Austria

Coronavirus-Tests: Warum der richtige Antikörper entscheidend ist

Die Bewohner von Ischgl sollen bald getestet werden. Damit erhofft man sich auch Erkenntnisse zur Immunität.

von Ingrid Teufl

Ein ganzer Ort als Testlabor – das ist die nächste ungewöhnliche Entwicklung, die das SARS-CoV-2-Virus Österreich beschert. Umgesetzt werden soll diese Maßnahme im Rahmen einer Studie im Tiroler Wintersportort Ischgl.

Und es sind noch weitere Premieren aufzuzählen: Erst diese Woche wurde der erste Antikörpertest zur Anwendung zugelassen, den Virologen der MedUni Innsbruck nun auch noch erstmals in einem größeren Rahmen überprüfen.

Erstmals in der Praxis überprüft

„Wir werden die ersten sein, die diesen Test in der Praxis validieren“, sagt Dorothee von Laer, Virologie-Leiterin der MedUni Innsbruck.

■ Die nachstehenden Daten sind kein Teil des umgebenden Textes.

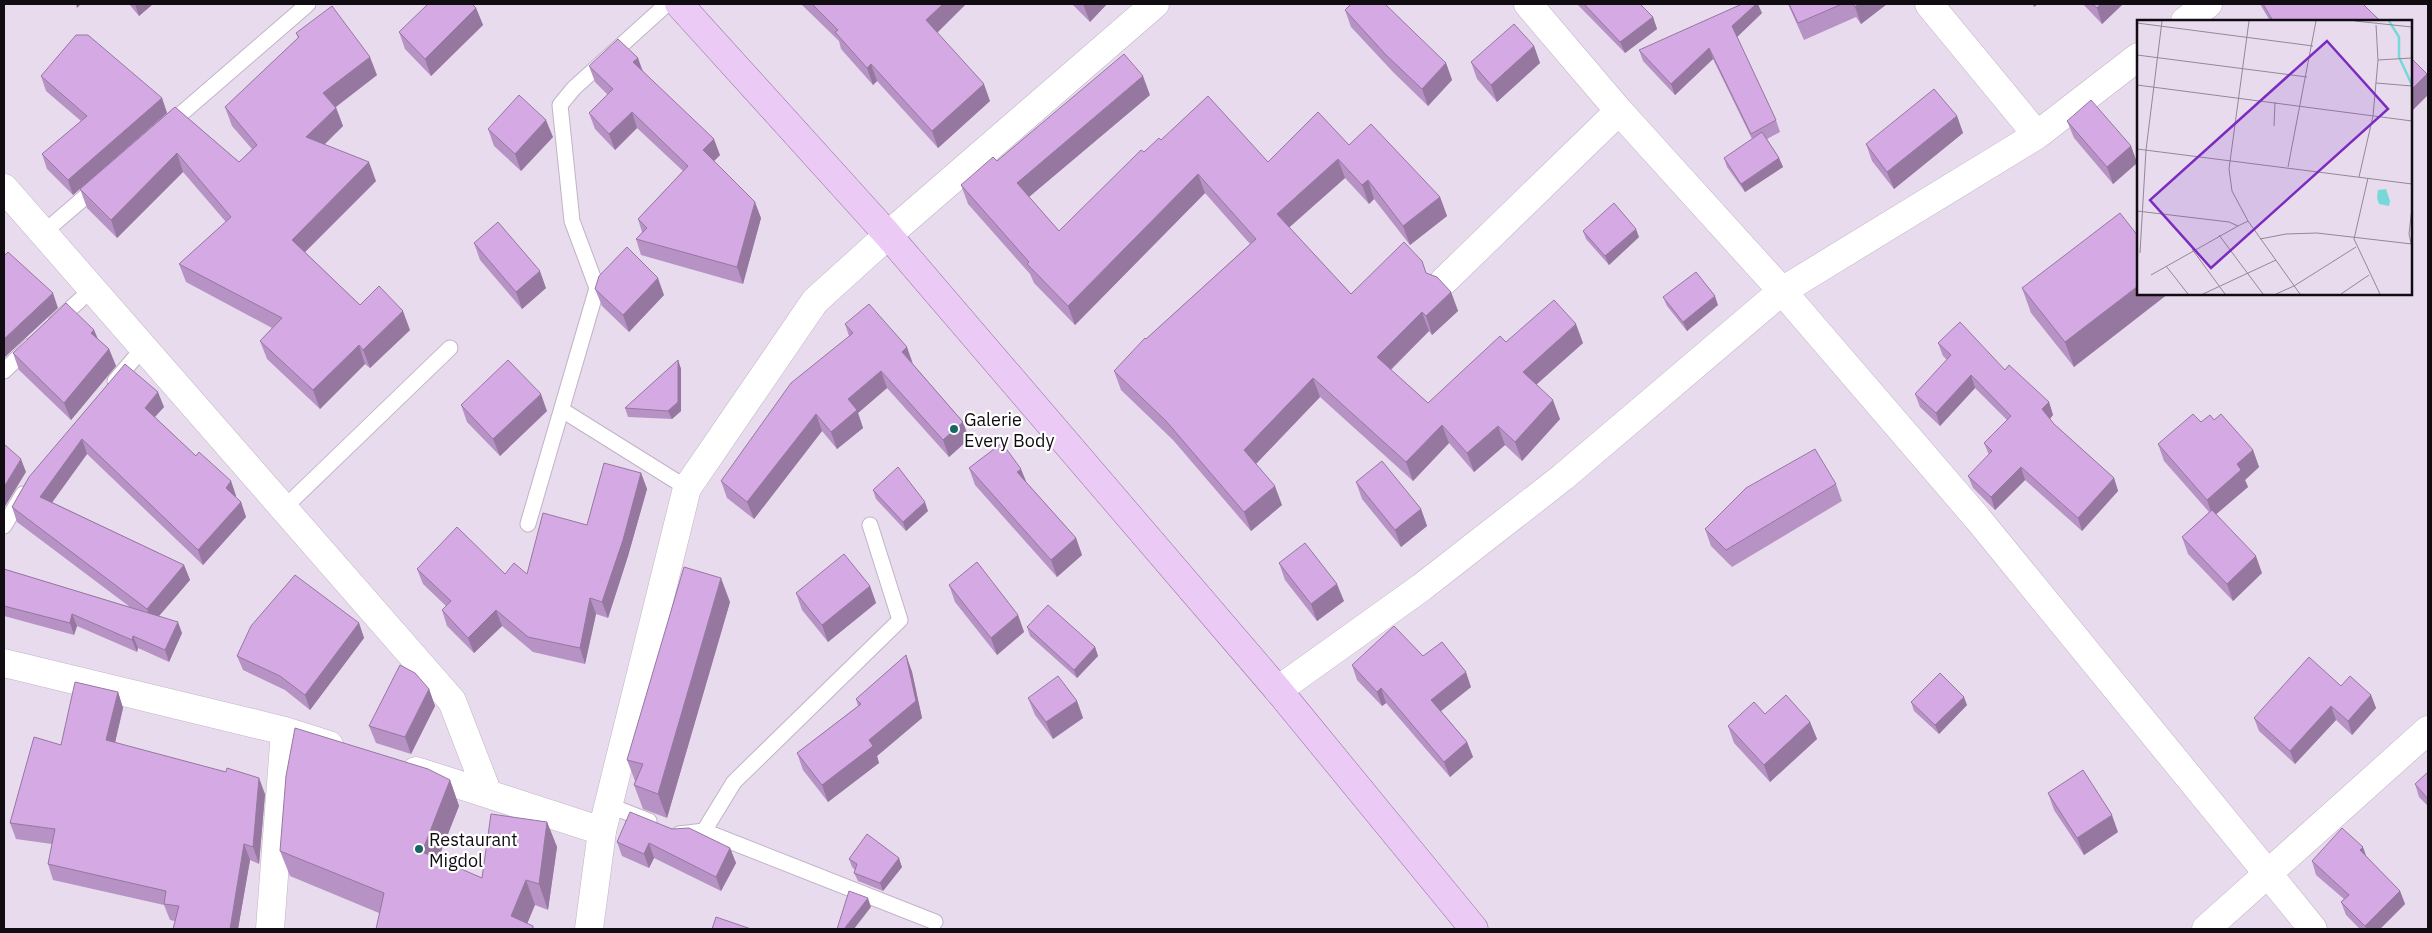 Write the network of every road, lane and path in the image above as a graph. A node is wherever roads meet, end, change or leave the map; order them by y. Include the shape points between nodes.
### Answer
1 (308, 4) edge
2 (667, 4) edge
3 (679, 4) edge
4 (1155, 4) edge
5 (1528, 4) edge
6 (1929, 4) edge
7 (2208, 4) edge
8 (2186, 20) edge
9 (2137, 58) edge
10 (1619, 111) junction
11 (2037, 135) junction
12 (153, 138) edge
13 (109, 176) edge
14 (4, 188) edge
15 (43, 233) junction
16 (888, 235) junction
17 (1444, 281) edge
18 (92, 288) junction
19 (1782, 291) junction
20 (143, 348) junction
21 (450, 348) dead end
22 (4, 371) edge
23 (106, 392) edge
24 (562, 410) junction
25 (33, 479) edge
26 (687, 488) junction
27 (283, 509) junction
28 (528, 524) dead end
29 (870, 525) dead end
30 (4, 526) edge
31 (4, 663) edge
32 (1278, 690) junction
33 (2428, 730) edge
34 (285, 731) junction
35 (350, 751) edge
36 (396, 765) edge
37 (488, 794) junction
38 (608, 805) junction
39 (602, 831) junction
40 (704, 831) junction
41 (2268, 876) junction
42 (935, 922) dead end
43 (270, 929) edge
44 (590, 929) edge
45 (1474, 929) edge
46 (2206, 929) edge
47 (2313, 929) edge

1 - 12 lane
2 - 24 lane via 574,88 560,105 572,221 597,288
3 - 16 main road
4 - 16 street
5 - 10 street
6 - 11 street
7 - 8 street
9 - 11 street
10 - 17 street
10 - 19 street
11 - 19 street
13 - 15 lane
14 - 15 street
15 - 18 street
16 - 26 street via 815,301
16 - 32 main road
18 - 20 street
18 - 22 lane
19 - 32 street via 1563,477 1422,587
19 - 41 street via 1978,519
20 - 23 lane
20 - 27 street
21 - 27 lane
24 - 26 lane
24 - 28 lane
25 - 30 lane
26 - 38 street
27 - 37 street via 452,701
29 - 40 lane via 900,620 734,782
31 - 34 street
32 - 45 main road
33 - 41 street
34 - 35 street
34 - 43 street
36 - 37 street
37 - 39 street
38 - 39 street
38 - 40 lane via 681,834
39 - 44 street
40 - 42 lane
41 - 46 street
41 - 47 street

Damit erhoffen sich die Forscher, aber auch die Behörden neue Erkenntnisse über die Anzahl der tatsächlich Infizierten. Von Laer hofft, nächste Woche starten zu können.

Dann sollte auch die noch ausstehende Bewilligung der Ethikkommission vorliegen und Bewohner von Ischgl können sich auf freiwilliger Basis Blut vom Arzt im Ort abnehmen lassen. Dieser übermittelt die Proben an die Innsbrucker Virologen.

Noch nicht ausgereift

Der Test basiert darauf, dass Antikörper im Blut nachweisbar sind, die das Immunsystem nach dem Kontakt mit einem Virus ausbildet. Antikörper vom Typ Immunglobin G (IgG) bleiben langfristig im Blut, etwa bei Masern. „Diese Antikörper sind zur Bestimmung der Immunität notwendig“, sagt von Laer.

Hoffnung auf schnelle Verfügbarkeit

Viele Forscher und Firmen arbeiten daran, derartige Tests schnell verfügbar zu machen. Dass sie noch nicht flächendeckend eingesetzt werden, liegt daran, dass sie derzeit noch nicht ausgereift genug sind, um damit in großer Zahl – und vor allem: richtige – Ergebnisse liefern zu können. „Wir wollen nicht jemanden als immun klassifizieren, der es nicht ist und womöglich andere ansteckt“, erklärt von Laer die Zurückhaltung.

Verschiedene Antikörper-Typen

Außerdem gibt es große Unterschiede, nach welchem speziellen Antikörper im Blut eines Menschen gesucht wird. IgA und IgM werden etwa früher ausgebildet, sagen aber nichts über eine mögliche Immunität aus. Bei teilweise angebotenen Tests rät die Virologin daher zur Vorsicht. „Derzeit gibt es keine zuverlässigen genehmigten Schnelltests, die man am Krankenbett oder selbst zu Hause durchführen kann.“

"Sample 2000": Tests auf Virenbestandteile

Virologin von Laer betont auch, dass Antikörpertests „nicht zum Nachweis einer akuten Erkrankung“ geeignet sind. Dafür sei nach wie vor der PCR-Test, der einen Abstrich auf das Virus-Erbgut untersucht, die beste Methode. Diese wird auch bei der von der Regierung angekündigten repräsentativen Testreihe namens „Sample 2000“ angewendet.

Neben den virologischen Tests auf eine akute SARS-CoV-2-Infektion werden auch Daten wie Alter, Gesundheitsverhalten, Bildung und andere erhoben, sagte am Dienstag Wissenschaftsminister Faßmann, der die Studie mitinitiierte. Durchgeführt und ausgewertet wird sie vom Institut SORA und der MedUni Wien.